Looking for a Giant Killer Digital cable



Hello all,

I’m looking for a Budget ‘Giant Killer’ RCA coaxial cable to connect my Oppo 203 to a DAC for music playback.

Can someone suggest something currently available in the $50 to $150 price range?

If however your experience says some new Optical cable in that range is as good or better, please, by all means do mention it as I could go either way of course!

A 1M to 1.5M will be sufficient.

Huge thanks!
blindjim

Showing 4 responses by teo_audio

A variable cap and variable resistor on the input termination of the dac, and then use a scope to look..and tune a perfect edge on the input waveform.

I used to do that in hardwired video installs for custom built CRT projection systems. tuned both ends of the transmission line. cheap as all get out, best signal quality.

slightly outside of the capabilities of most but definitely doable.

other than that, it is the liquid metal cables, where the impedance is not a set aspect and dynamically adjusts to the signal and the termination in all given potential points of the line itself, in any given microsecond. Besides being capable of handling DC to MHz-GHz range signals. No other digital S/PDIF cable can come close to those specs.

It's a honey badger cable ---as honey badger doesn't care.

Although, not so inexpensive. Jim will need something extra.

https://www.youtube.com/watch?v=jL-3eU67wOc
I just noticed, Oddly enough, in the clip I added, from the film 'miracle mile', I recognized a voice, and it was in the aerobics room, in the clip.

It was an uncredited speaking role in a film (one line), for Marina Sirtis  (Deanna Troy from Star Trek TNG).
you can buy glass tos cables, not just glass ST link cables.

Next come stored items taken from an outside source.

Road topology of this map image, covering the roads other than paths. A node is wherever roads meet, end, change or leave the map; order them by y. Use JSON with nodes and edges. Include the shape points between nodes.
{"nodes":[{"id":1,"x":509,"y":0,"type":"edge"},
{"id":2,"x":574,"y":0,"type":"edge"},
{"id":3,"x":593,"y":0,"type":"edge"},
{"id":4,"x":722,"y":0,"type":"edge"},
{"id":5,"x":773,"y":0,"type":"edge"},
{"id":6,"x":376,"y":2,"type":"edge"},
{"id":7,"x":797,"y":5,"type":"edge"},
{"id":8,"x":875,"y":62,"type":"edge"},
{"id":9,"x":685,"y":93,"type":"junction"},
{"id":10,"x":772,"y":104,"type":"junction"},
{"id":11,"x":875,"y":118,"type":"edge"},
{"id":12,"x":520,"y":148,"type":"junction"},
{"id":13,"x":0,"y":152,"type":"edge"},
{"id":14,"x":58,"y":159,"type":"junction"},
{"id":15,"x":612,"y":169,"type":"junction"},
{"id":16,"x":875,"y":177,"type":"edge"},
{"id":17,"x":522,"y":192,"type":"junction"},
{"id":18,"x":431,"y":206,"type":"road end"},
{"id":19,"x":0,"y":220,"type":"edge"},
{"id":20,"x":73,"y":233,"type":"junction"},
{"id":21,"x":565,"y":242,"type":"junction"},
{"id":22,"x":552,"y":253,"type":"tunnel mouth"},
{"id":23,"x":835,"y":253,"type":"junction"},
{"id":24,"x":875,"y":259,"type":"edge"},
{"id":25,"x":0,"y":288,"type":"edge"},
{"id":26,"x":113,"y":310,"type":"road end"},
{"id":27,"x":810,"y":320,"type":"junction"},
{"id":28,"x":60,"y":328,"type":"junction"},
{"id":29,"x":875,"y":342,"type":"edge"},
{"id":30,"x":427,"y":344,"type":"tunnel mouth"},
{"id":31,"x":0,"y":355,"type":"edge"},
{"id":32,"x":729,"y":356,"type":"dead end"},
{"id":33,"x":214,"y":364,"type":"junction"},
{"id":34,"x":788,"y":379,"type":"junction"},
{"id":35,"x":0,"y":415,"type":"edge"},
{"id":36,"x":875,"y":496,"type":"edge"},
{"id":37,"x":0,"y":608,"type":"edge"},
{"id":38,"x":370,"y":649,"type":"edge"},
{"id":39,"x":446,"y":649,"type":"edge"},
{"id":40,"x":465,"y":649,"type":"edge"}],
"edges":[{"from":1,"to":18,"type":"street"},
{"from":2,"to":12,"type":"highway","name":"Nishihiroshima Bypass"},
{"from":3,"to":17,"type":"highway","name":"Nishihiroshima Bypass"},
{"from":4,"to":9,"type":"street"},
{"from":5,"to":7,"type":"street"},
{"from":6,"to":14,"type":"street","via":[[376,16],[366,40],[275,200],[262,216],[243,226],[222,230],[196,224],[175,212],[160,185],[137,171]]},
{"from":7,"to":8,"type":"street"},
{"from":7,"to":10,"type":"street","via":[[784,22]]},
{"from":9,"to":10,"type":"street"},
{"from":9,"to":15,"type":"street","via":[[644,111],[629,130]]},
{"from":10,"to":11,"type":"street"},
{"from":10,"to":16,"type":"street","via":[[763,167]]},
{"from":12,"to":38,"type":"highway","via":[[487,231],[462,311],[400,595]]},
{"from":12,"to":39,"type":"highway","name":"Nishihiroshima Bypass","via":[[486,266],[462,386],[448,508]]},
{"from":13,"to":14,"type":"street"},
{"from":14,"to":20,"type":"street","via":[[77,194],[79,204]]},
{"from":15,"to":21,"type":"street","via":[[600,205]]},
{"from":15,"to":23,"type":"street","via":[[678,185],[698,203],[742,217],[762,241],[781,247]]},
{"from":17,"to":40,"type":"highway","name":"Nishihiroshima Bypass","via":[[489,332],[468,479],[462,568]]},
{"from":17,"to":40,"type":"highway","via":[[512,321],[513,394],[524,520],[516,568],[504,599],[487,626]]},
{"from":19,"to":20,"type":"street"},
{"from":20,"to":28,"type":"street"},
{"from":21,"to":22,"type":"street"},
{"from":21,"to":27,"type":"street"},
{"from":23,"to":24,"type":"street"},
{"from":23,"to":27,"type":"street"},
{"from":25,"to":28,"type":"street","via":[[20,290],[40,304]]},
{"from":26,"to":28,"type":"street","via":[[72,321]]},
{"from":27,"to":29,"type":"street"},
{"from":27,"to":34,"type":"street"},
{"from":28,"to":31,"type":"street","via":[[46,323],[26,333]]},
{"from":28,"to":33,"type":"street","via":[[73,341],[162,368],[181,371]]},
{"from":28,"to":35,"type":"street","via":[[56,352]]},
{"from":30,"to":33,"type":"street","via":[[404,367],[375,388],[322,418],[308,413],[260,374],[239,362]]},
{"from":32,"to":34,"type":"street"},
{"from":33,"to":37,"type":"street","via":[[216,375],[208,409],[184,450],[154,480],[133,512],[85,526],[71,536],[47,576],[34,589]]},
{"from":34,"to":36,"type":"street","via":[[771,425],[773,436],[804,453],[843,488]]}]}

speaking of that, I must have a few thousand feet of st link glass terminated cables. Found a pile of  it a few months back, can't bring myself to throw it out....
When looking at dac cabling one has to also look at the given reclocking scenario that may be in play.

Quite a bit of the modern gear reclocks at one end of the transmission chain, or both.

this will narrow the differences in cables to some degree.

Then one is left with figuring out if the reclocking on board the given device ...is substandard or not. And whether that given reclocking is messing up cable qualities analysis, or not. Or by what degree, is the usual reality.

This is why one has to be careful in what one thinks they hear with a given cable/dac/source combination which is in play.

Beside the issue of whether the given listener has the mental/physical wherewithal to have discernment or preference for the given scenario that is at hand.

traditionally, relocking is not there, so older dacs with lower resolution can many times have more of the given cable’s intrinsic qualities come shining through.

This is due to the external coaxial cabling and system of transfer, was originally intended to never leave the confines of the given CD player. It was meant to be an internal hardware method of moving the bits off the cd proper and into the DAC chipset proper. It was never meant to be externalized into what it is today. Most importantly, the clocking data was embedded into the signal and transferred by the internal cable. Which is now an external coaxial cable. so the jitter of the transport/read... became the jitter of the dac. bit-word timing was determined by the cd read hardware and the spinning disc system itself. Coaxial is legacy hardware from the literal first days of digital audio on the CD format. Modern implementation has re-clocking at the DAC receiver end of things. If you read carefully, you see that the jitter of the cable, it's complex set of overall characteristics... comes into play in such a system of signal transfer.

Just...sort of ...restating the argument of the whole process, with regard to fundamentals.